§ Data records
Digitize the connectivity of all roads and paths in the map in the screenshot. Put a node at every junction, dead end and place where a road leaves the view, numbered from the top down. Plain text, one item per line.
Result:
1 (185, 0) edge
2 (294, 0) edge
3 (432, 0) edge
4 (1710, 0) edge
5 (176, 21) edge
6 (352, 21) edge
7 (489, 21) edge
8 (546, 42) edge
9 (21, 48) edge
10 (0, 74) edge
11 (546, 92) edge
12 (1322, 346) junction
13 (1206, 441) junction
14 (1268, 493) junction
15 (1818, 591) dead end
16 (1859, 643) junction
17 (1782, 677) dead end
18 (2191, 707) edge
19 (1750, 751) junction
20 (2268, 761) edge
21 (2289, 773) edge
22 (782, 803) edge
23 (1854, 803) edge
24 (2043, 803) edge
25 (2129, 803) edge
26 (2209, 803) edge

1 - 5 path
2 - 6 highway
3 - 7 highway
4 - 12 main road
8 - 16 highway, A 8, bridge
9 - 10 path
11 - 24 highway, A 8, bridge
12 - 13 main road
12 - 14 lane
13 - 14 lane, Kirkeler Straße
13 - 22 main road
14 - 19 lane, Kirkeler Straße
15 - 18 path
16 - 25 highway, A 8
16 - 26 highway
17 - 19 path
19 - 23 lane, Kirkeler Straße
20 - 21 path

§ Exercise description
Make an exact copy of all the data.

§ Written answer
Digitize the connectivity of all roads and paths in the map in the screenshot. Put a node at every junction, dead end and place where a road leaves the view, numbered from the top down. Plain text, one item per line.
Result:
1 (185, 0) edge
2 (294, 0) edge
3 (432, 0) edge
4 (1710, 0) edge
5 (176, 21) edge
6 (352, 21) edge
7 (489, 21) edge
8 (546, 42) edge
9 (21, 48) edge
10 (0, 74) edge
11 (546, 92) edge
12 (1322, 346) junction
13 (1206, 441) junction
14 (1268, 493) junction
15 (1818, 591) dead end
16 (1859, 643) junction
17 (1782, 677) dead end
18 (2191, 707) edge
19 (1750, 751) junction
20 (2268, 761) edge
21 (2289, 773) edge
22 (782, 803) edge
23 (1854, 803) edge
24 (2043, 803) edge
25 (2129, 803) edge
26 (2209, 803) edge

1 - 5 path
2 - 6 highway
3 - 7 highway
4 - 12 main road
8 - 16 highway, A 8, bridge
9 - 10 path
11 - 24 highway, A 8, bridge
12 - 13 main road
12 - 14 lane
13 - 14 lane, Kirkeler Straße
13 - 22 main road
14 - 19 lane, Kirkeler Straße
15 - 18 path
16 - 25 highway, A 8
16 - 26 highway
17 - 19 path
19 - 23 lane, Kirkeler Straße
20 - 21 path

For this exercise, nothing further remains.